Input data:
****************

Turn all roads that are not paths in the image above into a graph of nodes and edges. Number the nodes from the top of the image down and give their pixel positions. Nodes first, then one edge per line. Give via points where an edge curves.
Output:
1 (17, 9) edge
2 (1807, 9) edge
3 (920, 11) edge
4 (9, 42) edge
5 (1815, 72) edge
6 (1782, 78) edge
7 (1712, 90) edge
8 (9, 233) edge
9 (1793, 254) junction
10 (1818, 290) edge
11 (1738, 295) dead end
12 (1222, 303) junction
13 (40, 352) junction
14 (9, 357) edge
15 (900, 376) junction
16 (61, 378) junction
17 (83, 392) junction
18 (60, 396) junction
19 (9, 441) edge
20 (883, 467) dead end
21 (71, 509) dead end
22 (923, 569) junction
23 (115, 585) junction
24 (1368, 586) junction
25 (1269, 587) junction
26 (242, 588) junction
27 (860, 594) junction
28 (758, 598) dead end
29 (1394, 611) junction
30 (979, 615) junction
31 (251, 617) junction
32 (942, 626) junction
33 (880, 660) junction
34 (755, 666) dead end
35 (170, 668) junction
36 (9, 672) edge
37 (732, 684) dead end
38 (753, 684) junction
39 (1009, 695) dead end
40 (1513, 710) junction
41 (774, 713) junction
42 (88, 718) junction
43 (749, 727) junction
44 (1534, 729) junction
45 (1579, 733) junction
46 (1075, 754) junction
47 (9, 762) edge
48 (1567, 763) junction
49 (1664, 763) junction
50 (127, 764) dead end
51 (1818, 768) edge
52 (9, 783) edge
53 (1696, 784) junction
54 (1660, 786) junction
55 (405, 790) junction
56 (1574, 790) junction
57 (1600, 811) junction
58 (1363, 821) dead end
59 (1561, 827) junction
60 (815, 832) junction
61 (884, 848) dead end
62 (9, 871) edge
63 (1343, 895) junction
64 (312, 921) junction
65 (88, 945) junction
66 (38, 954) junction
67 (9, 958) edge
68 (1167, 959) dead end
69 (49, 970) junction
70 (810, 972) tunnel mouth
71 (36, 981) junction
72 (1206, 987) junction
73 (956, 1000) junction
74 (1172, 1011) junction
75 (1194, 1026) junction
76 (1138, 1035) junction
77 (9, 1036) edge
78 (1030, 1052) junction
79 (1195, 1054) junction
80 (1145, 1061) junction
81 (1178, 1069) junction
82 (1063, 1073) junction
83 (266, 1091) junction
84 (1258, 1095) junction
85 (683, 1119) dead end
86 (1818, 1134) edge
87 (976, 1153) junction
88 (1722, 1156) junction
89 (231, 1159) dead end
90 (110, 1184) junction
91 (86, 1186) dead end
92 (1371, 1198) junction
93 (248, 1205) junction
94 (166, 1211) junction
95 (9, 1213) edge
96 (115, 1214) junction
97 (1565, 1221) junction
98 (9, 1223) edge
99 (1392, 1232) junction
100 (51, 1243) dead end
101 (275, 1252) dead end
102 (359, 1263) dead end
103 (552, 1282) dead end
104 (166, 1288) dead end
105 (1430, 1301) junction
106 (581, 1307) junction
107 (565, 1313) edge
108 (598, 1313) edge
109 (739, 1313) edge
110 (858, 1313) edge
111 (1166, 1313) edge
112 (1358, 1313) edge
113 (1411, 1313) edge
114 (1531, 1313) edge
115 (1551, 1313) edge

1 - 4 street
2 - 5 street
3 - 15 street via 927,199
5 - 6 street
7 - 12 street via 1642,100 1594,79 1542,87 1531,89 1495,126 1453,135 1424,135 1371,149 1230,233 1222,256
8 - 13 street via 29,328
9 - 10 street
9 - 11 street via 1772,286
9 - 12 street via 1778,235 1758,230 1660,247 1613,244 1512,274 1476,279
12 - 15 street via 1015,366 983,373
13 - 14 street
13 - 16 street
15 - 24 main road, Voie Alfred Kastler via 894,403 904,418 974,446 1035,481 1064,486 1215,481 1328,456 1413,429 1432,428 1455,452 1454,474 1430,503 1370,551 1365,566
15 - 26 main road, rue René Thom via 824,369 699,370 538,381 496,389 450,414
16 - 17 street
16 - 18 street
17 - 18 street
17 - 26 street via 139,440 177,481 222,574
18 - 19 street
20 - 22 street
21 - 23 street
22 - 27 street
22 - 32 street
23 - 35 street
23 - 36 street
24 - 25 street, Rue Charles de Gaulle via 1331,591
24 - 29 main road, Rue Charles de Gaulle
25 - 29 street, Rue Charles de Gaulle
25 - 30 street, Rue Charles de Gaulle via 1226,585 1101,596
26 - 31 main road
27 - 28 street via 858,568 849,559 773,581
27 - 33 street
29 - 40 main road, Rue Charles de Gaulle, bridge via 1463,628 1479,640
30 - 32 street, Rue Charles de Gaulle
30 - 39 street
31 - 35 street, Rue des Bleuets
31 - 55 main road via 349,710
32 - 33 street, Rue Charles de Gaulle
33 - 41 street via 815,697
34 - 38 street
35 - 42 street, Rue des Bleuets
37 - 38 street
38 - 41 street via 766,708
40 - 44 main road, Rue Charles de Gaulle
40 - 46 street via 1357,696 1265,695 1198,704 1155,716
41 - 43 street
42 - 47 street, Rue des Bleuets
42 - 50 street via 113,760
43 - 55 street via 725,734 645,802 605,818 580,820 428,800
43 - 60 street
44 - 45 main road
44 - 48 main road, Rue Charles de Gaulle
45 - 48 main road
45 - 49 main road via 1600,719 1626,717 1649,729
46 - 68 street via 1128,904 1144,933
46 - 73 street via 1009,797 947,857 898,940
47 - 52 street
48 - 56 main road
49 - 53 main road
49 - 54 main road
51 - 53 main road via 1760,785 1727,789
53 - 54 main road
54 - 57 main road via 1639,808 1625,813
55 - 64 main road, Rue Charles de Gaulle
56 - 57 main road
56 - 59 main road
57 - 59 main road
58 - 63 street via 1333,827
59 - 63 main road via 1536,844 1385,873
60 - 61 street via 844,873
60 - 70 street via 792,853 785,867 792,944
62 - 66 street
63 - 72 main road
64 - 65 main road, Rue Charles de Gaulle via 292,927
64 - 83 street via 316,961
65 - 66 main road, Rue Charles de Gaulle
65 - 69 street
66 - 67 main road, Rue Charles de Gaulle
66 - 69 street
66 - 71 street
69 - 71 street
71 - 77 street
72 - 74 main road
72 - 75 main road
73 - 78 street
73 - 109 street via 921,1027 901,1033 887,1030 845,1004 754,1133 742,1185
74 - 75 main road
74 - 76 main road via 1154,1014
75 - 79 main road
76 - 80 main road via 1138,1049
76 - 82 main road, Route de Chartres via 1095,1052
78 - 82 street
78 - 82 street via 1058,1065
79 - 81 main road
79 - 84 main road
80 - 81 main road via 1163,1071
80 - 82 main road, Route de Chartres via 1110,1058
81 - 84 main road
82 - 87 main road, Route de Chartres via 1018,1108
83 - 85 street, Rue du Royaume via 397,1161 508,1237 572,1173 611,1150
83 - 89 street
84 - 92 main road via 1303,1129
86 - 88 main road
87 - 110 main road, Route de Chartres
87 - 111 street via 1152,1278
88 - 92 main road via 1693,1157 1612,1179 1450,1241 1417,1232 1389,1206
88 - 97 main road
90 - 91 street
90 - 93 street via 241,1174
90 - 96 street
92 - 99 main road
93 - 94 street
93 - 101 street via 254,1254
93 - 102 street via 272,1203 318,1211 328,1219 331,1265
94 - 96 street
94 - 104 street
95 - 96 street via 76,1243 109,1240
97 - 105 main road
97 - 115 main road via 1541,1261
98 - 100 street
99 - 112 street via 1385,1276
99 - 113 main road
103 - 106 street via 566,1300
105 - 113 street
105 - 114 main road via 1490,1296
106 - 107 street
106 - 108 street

****************

Task item: All of the data is to be transcribed exactly as written.

Solution for this task:
Turn all roads that are not paths in the image above into a graph of nodes and edges. Number the nodes from the top of the image down and give their pixel positions. Nodes first, then one edge per line. Give via points where an edge curves.
Output:
1 (17, 9) edge
2 (1807, 9) edge
3 (920, 11) edge
4 (9, 42) edge
5 (1815, 72) edge
6 (1782, 78) edge
7 (1712, 90) edge
8 (9, 233) edge
9 (1793, 254) junction
10 (1818, 290) edge
11 (1738, 295) dead end
12 (1222, 303) junction
13 (40, 352) junction
14 (9, 357) edge
15 (900, 376) junction
16 (61, 378) junction
17 (83, 392) junction
18 (60, 396) junction
19 (9, 441) edge
20 (883, 467) dead end
21 (71, 509) dead end
22 (923, 569) junction
23 (115, 585) junction
24 (1368, 586) junction
25 (1269, 587) junction
26 (242, 588) junction
27 (860, 594) junction
28 (758, 598) dead end
29 (1394, 611) junction
30 (979, 615) junction
31 (251, 617) junction
32 (942, 626) junction
33 (880, 660) junction
34 (755, 666) dead end
35 (170, 668) junction
36 (9, 672) edge
37 (732, 684) dead end
38 (753, 684) junction
39 (1009, 695) dead end
40 (1513, 710) junction
41 (774, 713) junction
42 (88, 718) junction
43 (749, 727) junction
44 (1534, 729) junction
45 (1579, 733) junction
46 (1075, 754) junction
47 (9, 762) edge
48 (1567, 763) junction
49 (1664, 763) junction
50 (127, 764) dead end
51 (1818, 768) edge
52 (9, 783) edge
53 (1696, 784) junction
54 (1660, 786) junction
55 (405, 790) junction
56 (1574, 790) junction
57 (1600, 811) junction
58 (1363, 821) dead end
59 (1561, 827) junction
60 (815, 832) junction
61 (884, 848) dead end
62 (9, 871) edge
63 (1343, 895) junction
64 (312, 921) junction
65 (88, 945) junction
66 (38, 954) junction
67 (9, 958) edge
68 (1167, 959) dead end
69 (49, 970) junction
70 (810, 972) tunnel mouth
71 (36, 981) junction
72 (1206, 987) junction
73 (956, 1000) junction
74 (1172, 1011) junction
75 (1194, 1026) junction
76 (1138, 1035) junction
77 (9, 1036) edge
78 (1030, 1052) junction
79 (1195, 1054) junction
80 (1145, 1061) junction
81 (1178, 1069) junction
82 (1063, 1073) junction
83 (266, 1091) junction
84 (1258, 1095) junction
85 (683, 1119) dead end
86 (1818, 1134) edge
87 (976, 1153) junction
88 (1722, 1156) junction
89 (231, 1159) dead end
90 (110, 1184) junction
91 (86, 1186) dead end
92 (1371, 1198) junction
93 (248, 1205) junction
94 (166, 1211) junction
95 (9, 1213) edge
96 (115, 1214) junction
97 (1565, 1221) junction
98 (9, 1223) edge
99 (1392, 1232) junction
100 (51, 1243) dead end
101 (275, 1252) dead end
102 (359, 1263) dead end
103 (552, 1282) dead end
104 (166, 1288) dead end
105 (1430, 1301) junction
106 (581, 1307) junction
107 (565, 1313) edge
108 (598, 1313) edge
109 (739, 1313) edge
110 (858, 1313) edge
111 (1166, 1313) edge
112 (1358, 1313) edge
113 (1411, 1313) edge
114 (1531, 1313) edge
115 (1551, 1313) edge

1 - 4 street
2 - 5 street
3 - 15 street via 927,199
5 - 6 street
7 - 12 street via 1642,100 1594,79 1542,87 1531,89 1495,126 1453,135 1424,135 1371,149 1230,233 1222,256
8 - 13 street via 29,328
9 - 10 street
9 - 11 street via 1772,286
9 - 12 street via 1778,235 1758,230 1660,247 1613,244 1512,274 1476,279
12 - 15 street via 1015,366 983,373
13 - 14 street
13 - 16 street
15 - 24 main road, Voie Alfred Kastler via 894,403 904,418 974,446 1035,481 1064,486 1215,481 1328,456 1413,429 1432,428 1455,452 1454,474 1430,503 1370,551 1365,566
15 - 26 main road, rue René Thom via 824,369 699,370 538,381 496,389 450,414
16 - 17 street
16 - 18 street
17 - 18 street
17 - 26 street via 139,440 177,481 222,574
18 - 19 street
20 - 22 street
21 - 23 street
22 - 27 street
22 - 32 street
23 - 35 street
23 - 36 street
24 - 25 street, Rue Charles de Gaulle via 1331,591
24 - 29 main road, Rue Charles de Gaulle
25 - 29 street, Rue Charles de Gaulle
25 - 30 street, Rue Charles de Gaulle via 1226,585 1101,596
26 - 31 main road
27 - 28 street via 858,568 849,559 773,581
27 - 33 street
29 - 40 main road, Rue Charles de Gaulle, bridge via 1463,628 1479,640
30 - 32 street, Rue Charles de Gaulle
30 - 39 street
31 - 35 street, Rue des Bleuets
31 - 55 main road via 349,710
32 - 33 street, Rue Charles de Gaulle
33 - 41 street via 815,697
34 - 38 street
35 - 42 street, Rue des Bleuets
37 - 38 street
38 - 41 street via 766,708
40 - 44 main road, Rue Charles de Gaulle
40 - 46 street via 1357,696 1265,695 1198,704 1155,716
41 - 43 street
42 - 47 street, Rue des Bleuets
42 - 50 street via 113,760
43 - 55 street via 725,734 645,802 605,818 580,820 428,800
43 - 60 street
44 - 45 main road
44 - 48 main road, Rue Charles de Gaulle
45 - 48 main road
45 - 49 main road via 1600,719 1626,717 1649,729
46 - 68 street via 1128,904 1144,933
46 - 73 street via 1009,797 947,857 898,940
47 - 52 street
48 - 56 main road
49 - 53 main road
49 - 54 main road
51 - 53 main road via 1760,785 1727,789
53 - 54 main road
54 - 57 main road via 1639,808 1625,813
55 - 64 main road, Rue Charles de Gaulle
56 - 57 main road
56 - 59 main road
57 - 59 main road
58 - 63 street via 1333,827
59 - 63 main road via 1536,844 1385,873
60 - 61 street via 844,873
60 - 70 street via 792,853 785,867 792,944
62 - 66 street
63 - 72 main road
64 - 65 main road, Rue Charles de Gaulle via 292,927
64 - 83 street via 316,961
65 - 66 main road, Rue Charles de Gaulle
65 - 69 street
66 - 67 main road, Rue Charles de Gaulle
66 - 69 street
66 - 71 street
69 - 71 street
71 - 77 street
72 - 74 main road
72 - 75 main road
73 - 78 street
73 - 109 street via 921,1027 901,1033 887,1030 845,1004 754,1133 742,1185
74 - 75 main road
74 - 76 main road via 1154,1014
75 - 79 main road
76 - 80 main road via 1138,1049
76 - 82 main road, Route de Chartres via 1095,1052
78 - 82 street
78 - 82 street via 1058,1065
79 - 81 main road
79 - 84 main road
80 - 81 main road via 1163,1071
80 - 82 main road, Route de Chartres via 1110,1058
81 - 84 main road
82 - 87 main road, Route de Chartres via 1018,1108
83 - 85 street, Rue du Royaume via 397,1161 508,1237 572,1173 611,1150
83 - 89 street
84 - 92 main road via 1303,1129
86 - 88 main road
87 - 110 main road, Route de Chartres
87 - 111 street via 1152,1278
88 - 92 main road via 1693,1157 1612,1179 1450,1241 1417,1232 1389,1206
88 - 97 main road
90 - 91 street
90 - 93 street via 241,1174
90 - 96 street
92 - 99 main road
93 - 94 street
93 - 101 street via 254,1254
93 - 102 street via 272,1203 318,1211 328,1219 331,1265
94 - 96 street
94 - 104 street
95 - 96 street via 76,1243 109,1240
97 - 105 main road
97 - 115 main road via 1541,1261
98 - 100 street
99 - 112 street via 1385,1276
99 - 113 main road
103 - 106 street via 566,1300
105 - 113 street
105 - 114 main road via 1490,1296
106 - 107 street
106 - 108 street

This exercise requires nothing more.